唐捐刚把手机往下放了点就反应过来了,小脸冲着屏幕说:“下一秒是不是该让我脱裤子了?”
张万尧特诚恳地点头。
唐捐扯着嗓子就是吼:“你丫变态吧,赶紧睡吧,别大晚上精虫上脑,小心失眠。”
小崽子玩火自焚还不自知,张万尧直呼头疼,沉了口气问:“你找心理医生做什麽?”
难得啊,我们张大律师还能问起这个,唐捐摇头晃脑:“你现在可以啊,有长进。”
“别废话,赶紧说”
真是不经夸,唐捐吸溜完最後一口牛奶,从桌上拿了包蟹黄蚕豆吃,边嚼边说:“这个案子的当事人患有重度抑郁症,今天凌晨闹着要自杀,人还在医院,我过两天去看。”
“男的女的?”
“女的,十八岁,总裁千金,还想问啥?”
“注意分寸,别把自己搭进去。”
“好的,遵命,什麽时候回来?”
“明天。”
“几点飞机,我去接你。”
“不用。”
“爱用不用。”
唐捐小脸一拉就按了挂键。
第二天一大早,唐捐吃了早餐就窝在书房看网上关于言媚的谣言,还有各种侮辱性留言,经过之前事件的历练,他自以为内心足够强大,可看到那些毫无根据的谩骂和侮辱,每读一条都好像在胸口扎了一刀。

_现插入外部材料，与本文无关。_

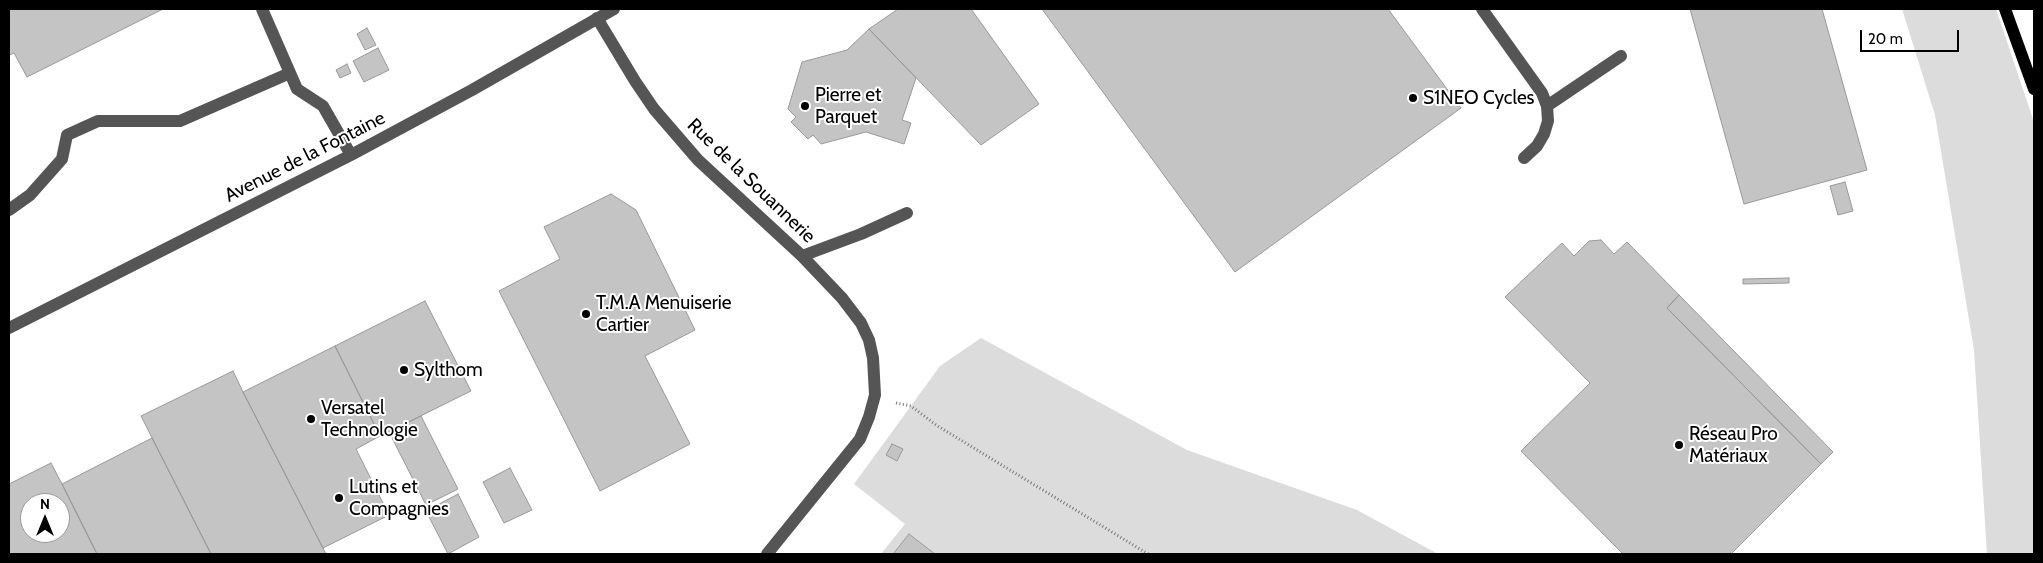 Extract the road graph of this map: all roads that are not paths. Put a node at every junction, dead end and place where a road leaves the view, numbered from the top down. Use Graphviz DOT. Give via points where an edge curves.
graph roads {
  1 [pos="262,9"];
  2 [pos="614,9"];
  3 [pos="1482,9"];
  4 [pos="2004,9"];
  5 [pos="597,18"];
  6 [pos="1621,56"];
  7 [pos="290,74"];
  8 [pos="2034,89"];
  9 [pos="1547,106"];
  10 [pos="351,155"];
  11 [pos="1524,158"];
  12 [pos="9,210"];
  13 [pos="907,213"];
  14 [pos="802,256"];
  15 [pos="9,328"];
  16 [pos="767,554"];
  1 -- 7 [label="street"];
  2 -- 5 [label="street, Avenue de la Fontaine"];
  3 -- 9 [label="street" via="1542,93"];
  4 -- 8 [label="main road"];
  5 -- 10 [label="street, Avenue de la Fontaine"];
  5 -- 14 [label="street, Rue de la Souannerie" via="645,96 673,131 698,160"];
  6 -- 9 [label="street"];
  7 -- 10 [label="street" via="297,89 323,106"];
  7 -- 12 [label="street" via="180,121 98,121 67,135 62,159 30,195"];
  9 -- 11 [label="street" via="1548,121 1544,134"];
  10 -- 15 [label="street, Avenue de la Fontaine"];
  13 -- 14 [label="street"];
  14 -- 16 [label="street, Rue de la Souannerie" via="851,308 869,340 874,358 875,395 860,439"];
} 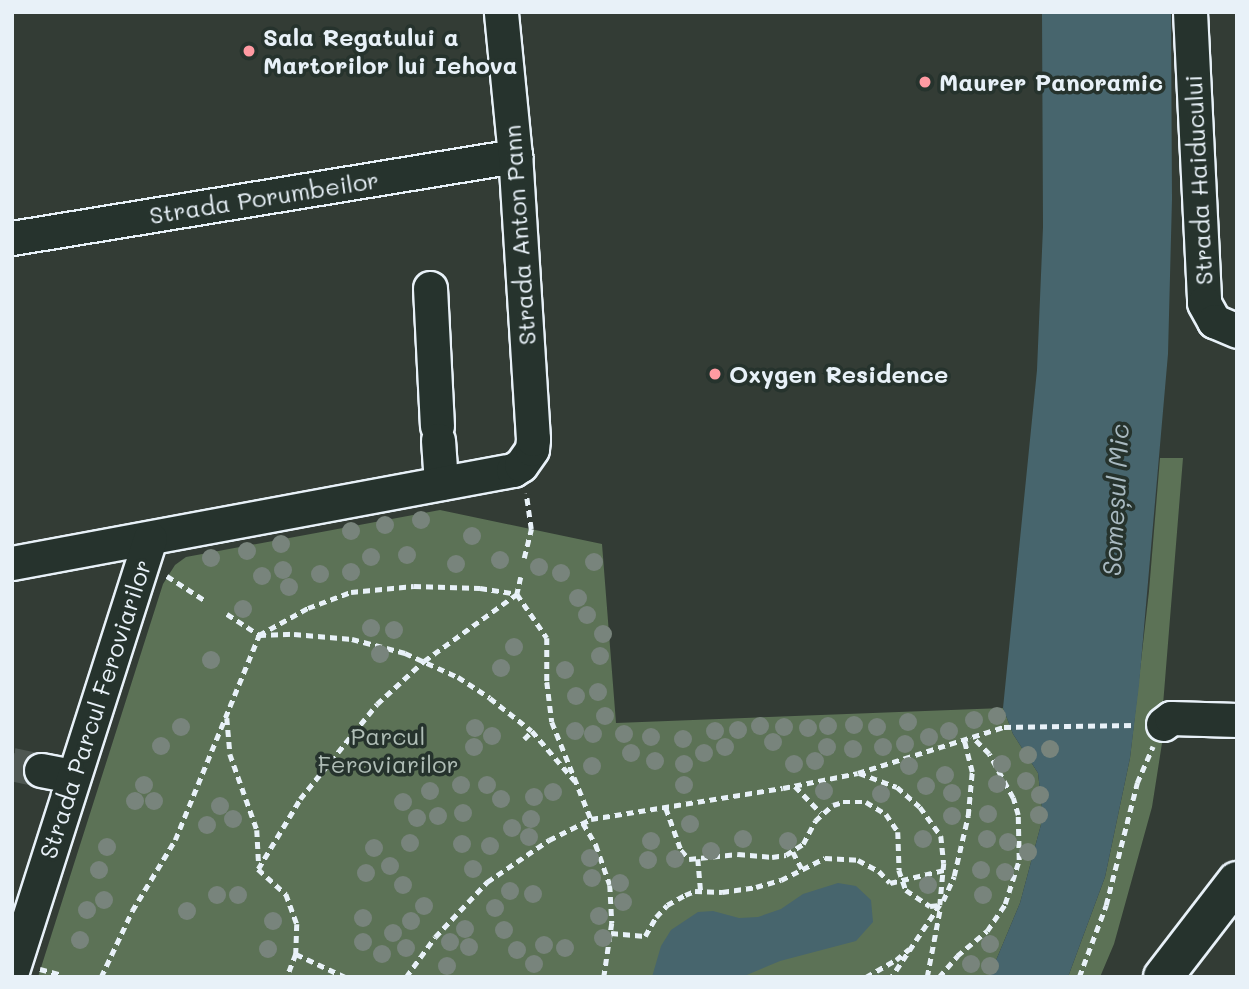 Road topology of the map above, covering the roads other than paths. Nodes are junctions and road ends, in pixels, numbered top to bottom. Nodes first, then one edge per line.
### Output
1 (501, 12) edge
2 (1190, 12) edge
3 (515, 156) junction
4 (12, 238) edge
5 (430, 288) dead end
6 (1237, 331) edge
7 (526, 472) joint
8 (441, 483) junction
9 (150, 538) junction
10 (12, 563) edge
11 (1237, 720) edge
12 (1158, 722) road end
13 (41, 770) tunnel mouth
14 (73, 776) junction
15 (1237, 881) edge
16 (26, 970) edge
17 (1163, 977) edge

1 - 3 street, Strada Anton Pann
2 - 6 street, Strada Haiducului
3 - 4 street, Strada Porumbeilor
3 - 7 street, Strada Anton Pann
5 - 8 street
7 - 8 street, Strada Parcul Feroviarilor
8 - 9 street, Strada Parcul Feroviarilor
9 - 10 street
9 - 14 street, Strada Parcul Feroviarilor
11 - 12 street
13 - 14 street
14 - 16 street, Strada Parcul Feroviarilor
15 - 17 main road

萧颜说言魅他二叔已经删了大量的帖子,剩下这些都是虾兵蟹将,以前骂得更凶。
言媚一开始还会发文反击,想要自证清白,可她发现网友并不买账,反而变本加厉,开始攻击她的家人。
也是在这种不断地自证和自我怀疑中,言媚患上了抑郁症。
光一个视频下面就有成千上万条留言,更何况当时被多家营销号转发,有些还是百万粉丝的大V,物以类聚,人以群分,底下全是污秽不堪的言论,还有拿来编成段子当笑料看,等于在言媚的伤口上撒盐再划一刀。
不过现在都删的差不多了,唐捐又是电脑又是手机,忙活了大半天,终于在一家短视频平台上找到一条幸存的视频,一万多的点赞,两万多的转发,评论只有一千多条。
唐捐激动的直拍桌子,立马给言荣打了电话,说现在就去公证,言荣说她打电话给萧医生,看她姐能不能出来。
唐捐说必须得出来啊,这玩意儿等会儿可能就删了。
言荣那边连说了三个好。
他们到公证处是五点,还有一个小时人就下班了,言媚上身黑色连帽卫衣,蓝色宽松牛仔裤,又是墨镜又是口罩,把自己捂得严严实实。
唐捐在来的路上每隔三五分钟都要点开那个视频看一下,生怕它下一秒就被和谐掉了。
办理公证需要提交一堆证明资料,唐捐让言荣照顾好他姐,他拿着言媚的身份信息跑来跑去,最後赶下班前办好了相关手续,说十天以後过来取。
出了公证大厅,严家的司机在门口等,唐捐问要不要去吃点儿东西,言荣说他要回去做试卷,姐姐要回去做治疗。
“我想吃火锅。”
言媚从刚刚见面到现在说的第一句话。
“姐姐你肯吃东西啦,真的吗,那我陪你一起。”言荣感觉都要哭出来了,唐捐也是不可思议。
“这附近有家重庆火锅还不错,可以吗?”唐捐侧过头问。
言媚点头。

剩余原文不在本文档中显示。